Citation : 2021 Latest Caselaw 21256 Ker
Judgement Date : 29 October, 2021

Kerala High Court
Prameela Fergod vs State Of Kerala on 29 October, 2021
CRL.MC NO. 1109 OF 2018
                                1

                                                       'C.R.'
           IN THE HIGH COURT OF KERALA AT ERNAKULAM
                             PRESENT
         THE HONOURABLE MR.JUSTICE MOHAMMED NIAS C.P.
  FRIDAY, THE 29TH DAY OF OCTOBER 2021 / 7TH KARTHIKA, 1943
                    CRL.MC NO. 1109 OF 2018
      CRIME NO.19/2016 OF KANJIRAMKULAM POLICE STATION,
                       THIRUVANANTHAPURAM
   IN CC 1353/2016 OF JUDICIAL MAGISTRATE OF FIRST CLASS -
            III, NEYYATTINKARA, THIRUVANANTHAPURAM
PETITIONER/ACCUSED:

         PRAMEELA FERGOD, AGED 45 YEARS
         D/O. OF AGNUS, AGNAL VILLA,
         KARUMKULAM VILLAGE,
         PULLUVILA P.O.-695526, THIRUVANANTHAPURAM.

         BY ADVS.
         SRI.M.RAJESH
         SRI.C.R.SURESH KUMAR

RESPONDENT/STATE/COMPLAINANT:

    1    STATE OF KERALA
         REPRESENTED BY PUBLIC PROSECUTOR,
         HIGH COURT OF KERALA, ERNAKULAM-682031.

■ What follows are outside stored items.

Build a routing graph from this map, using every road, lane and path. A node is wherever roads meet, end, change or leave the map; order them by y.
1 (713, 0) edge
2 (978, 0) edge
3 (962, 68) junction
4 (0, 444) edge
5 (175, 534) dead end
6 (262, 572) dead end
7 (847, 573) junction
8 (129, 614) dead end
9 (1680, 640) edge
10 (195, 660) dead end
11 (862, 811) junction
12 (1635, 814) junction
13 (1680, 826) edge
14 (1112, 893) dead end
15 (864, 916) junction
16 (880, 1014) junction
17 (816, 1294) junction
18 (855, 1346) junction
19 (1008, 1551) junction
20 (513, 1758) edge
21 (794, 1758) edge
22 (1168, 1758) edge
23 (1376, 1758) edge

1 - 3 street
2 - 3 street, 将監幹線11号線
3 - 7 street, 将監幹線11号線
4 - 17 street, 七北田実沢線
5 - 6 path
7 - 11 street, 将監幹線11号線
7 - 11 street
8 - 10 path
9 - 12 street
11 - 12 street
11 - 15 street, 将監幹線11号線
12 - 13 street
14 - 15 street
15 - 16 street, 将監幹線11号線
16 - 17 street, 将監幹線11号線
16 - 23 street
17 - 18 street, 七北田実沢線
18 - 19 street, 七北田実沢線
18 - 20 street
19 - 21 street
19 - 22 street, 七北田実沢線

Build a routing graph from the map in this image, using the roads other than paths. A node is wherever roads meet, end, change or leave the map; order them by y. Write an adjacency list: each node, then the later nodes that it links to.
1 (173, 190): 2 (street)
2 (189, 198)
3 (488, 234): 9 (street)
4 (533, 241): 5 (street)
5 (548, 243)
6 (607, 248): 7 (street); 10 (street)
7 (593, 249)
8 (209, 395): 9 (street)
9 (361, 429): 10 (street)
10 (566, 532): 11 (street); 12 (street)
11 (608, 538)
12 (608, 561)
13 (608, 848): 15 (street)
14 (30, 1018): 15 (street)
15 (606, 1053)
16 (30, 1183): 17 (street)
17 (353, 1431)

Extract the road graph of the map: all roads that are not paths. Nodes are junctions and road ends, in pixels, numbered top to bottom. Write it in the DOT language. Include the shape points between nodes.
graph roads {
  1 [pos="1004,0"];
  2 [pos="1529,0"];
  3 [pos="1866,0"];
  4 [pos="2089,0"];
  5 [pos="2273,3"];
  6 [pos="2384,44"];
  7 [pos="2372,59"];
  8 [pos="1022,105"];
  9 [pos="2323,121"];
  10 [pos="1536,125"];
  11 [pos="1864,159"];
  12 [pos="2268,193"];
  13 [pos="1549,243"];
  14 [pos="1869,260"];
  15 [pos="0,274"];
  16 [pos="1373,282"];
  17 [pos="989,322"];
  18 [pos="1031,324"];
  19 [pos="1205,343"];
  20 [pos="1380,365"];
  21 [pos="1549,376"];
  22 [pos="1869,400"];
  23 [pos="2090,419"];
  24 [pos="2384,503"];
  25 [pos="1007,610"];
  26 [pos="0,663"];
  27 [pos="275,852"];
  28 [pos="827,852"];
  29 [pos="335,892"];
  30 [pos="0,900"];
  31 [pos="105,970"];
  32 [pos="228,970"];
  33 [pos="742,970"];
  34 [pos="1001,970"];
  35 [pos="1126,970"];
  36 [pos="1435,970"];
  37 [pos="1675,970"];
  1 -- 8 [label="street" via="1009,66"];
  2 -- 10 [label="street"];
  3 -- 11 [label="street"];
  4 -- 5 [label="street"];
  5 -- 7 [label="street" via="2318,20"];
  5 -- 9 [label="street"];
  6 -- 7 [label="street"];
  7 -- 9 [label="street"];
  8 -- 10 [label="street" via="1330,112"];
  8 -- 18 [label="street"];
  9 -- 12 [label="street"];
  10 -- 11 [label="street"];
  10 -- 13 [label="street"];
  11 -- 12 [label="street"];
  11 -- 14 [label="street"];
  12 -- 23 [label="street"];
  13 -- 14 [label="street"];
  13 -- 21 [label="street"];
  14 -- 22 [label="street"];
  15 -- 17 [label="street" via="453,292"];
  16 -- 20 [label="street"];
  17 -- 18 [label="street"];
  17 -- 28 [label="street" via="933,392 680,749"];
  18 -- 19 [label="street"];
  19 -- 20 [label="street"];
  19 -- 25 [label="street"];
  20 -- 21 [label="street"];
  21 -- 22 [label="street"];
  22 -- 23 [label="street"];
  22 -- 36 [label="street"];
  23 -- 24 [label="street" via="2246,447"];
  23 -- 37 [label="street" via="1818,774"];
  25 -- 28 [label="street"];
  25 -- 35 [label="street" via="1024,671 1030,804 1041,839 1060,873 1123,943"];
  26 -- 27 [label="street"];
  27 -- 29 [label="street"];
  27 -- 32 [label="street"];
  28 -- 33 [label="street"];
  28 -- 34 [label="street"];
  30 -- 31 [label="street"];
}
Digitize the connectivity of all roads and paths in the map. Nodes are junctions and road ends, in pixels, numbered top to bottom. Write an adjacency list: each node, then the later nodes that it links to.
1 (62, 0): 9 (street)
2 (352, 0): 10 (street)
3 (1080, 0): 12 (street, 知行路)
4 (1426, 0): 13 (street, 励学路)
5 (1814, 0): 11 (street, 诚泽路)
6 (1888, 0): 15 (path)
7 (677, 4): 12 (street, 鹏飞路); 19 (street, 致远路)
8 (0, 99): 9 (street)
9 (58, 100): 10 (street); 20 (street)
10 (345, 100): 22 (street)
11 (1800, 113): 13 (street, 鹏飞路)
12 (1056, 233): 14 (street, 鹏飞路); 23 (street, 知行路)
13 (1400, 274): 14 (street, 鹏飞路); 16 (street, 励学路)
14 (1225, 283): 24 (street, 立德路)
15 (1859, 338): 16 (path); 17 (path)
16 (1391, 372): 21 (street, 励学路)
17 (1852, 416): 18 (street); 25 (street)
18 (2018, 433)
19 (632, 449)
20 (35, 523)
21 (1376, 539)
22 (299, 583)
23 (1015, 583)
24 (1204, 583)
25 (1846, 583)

    2    SUB INSPECTOR OF POLICE
         KANJIRAMKULAM POLICE STATION, KANJIRAMKULAM
         P.O., THIRUVANANTHAPURAM RURAL-

    3    DANIEL
         AGED 16 YEARS, S/O.PHINIAN VICTOR,
         CHEMPAKARAMANTHURA PURAYIDAM, KARUMKULAM
         VILLAGE, PULLUVILA P.O., THIRUVANANTHAPURAM-
         695526, MINOR, REPRESENTED BY HIS MOTHER, SEENA,
         AGED 39 YEARS, D/O.MARY, CHEMPAKARAMANTHURA
         PURAYIDAM, KARUMKULAM VILLAGE, PULLUVILA P.O.,
         THIRUVANANTHAPURAM-695526.

         BY PUBLIC PROSECUTOR SMT.MAYA M N

      THIS CRIMINAL MISC. CASE HAVING COME UP FOR ADMISSION ON
22.10.2021, THE COURT ON 29.10.2021 PASSED THE FOLLOWING:
 CRL.MC NO. 1109 OF 2018
                                      2


                                                         'C.R.'


                              ORDER

This petition, seeking to quash Annexure I charge-sheet, is

filed by a teacher who stands implicated as an accused in Crime No.19

of 2016 of Kanjiramkulam Police Station registered under Section 324

of Indian Penal Code and Section 23 of Juvenile Justice Act (Care and

Protection of Children) Act, 2000). The said crime was registered on a

complaint that the third respondent, a minor represented in these

proceedings by his mother, was beaten with a stick by the petitioner on

both his hands for speaking a lie that his mathematics notebook had

been lost. It is on the said basis that the crime was registered and the

charge-sheet filed before the Judicial First Class Magistrate Court-III,

Neyyattinkara numbered as CC No.1353 of 2016. On the ground that,

no offence is made out, this petition is filed for quashing the final

report and the further proceedings.

2. Though the third respondent was served, there is no

appearance.

3. Heard the learned counsel for the petitioner and the

learned Public Prosecutor.

4. In this case the petitioner, the class teacher admits that on

8.12.2015, she gave a mild punishment with a small stick for speaking

a lie and was done in the best interest of the student and to correct CRL.MC NO. 1109 OF 2018

the child for the mistake committed.

5. The learned counsel for the petitioner submits that the

allegations are false and the petitioner, the class teacher was only

exercising her responsibility as a teacher in good faith by admonishing

the student for speaking a lie. There was no criminal intimidation or

overt acts on her part as alleged and that the complaint was filed

almost one month after the occurence date of occurrence.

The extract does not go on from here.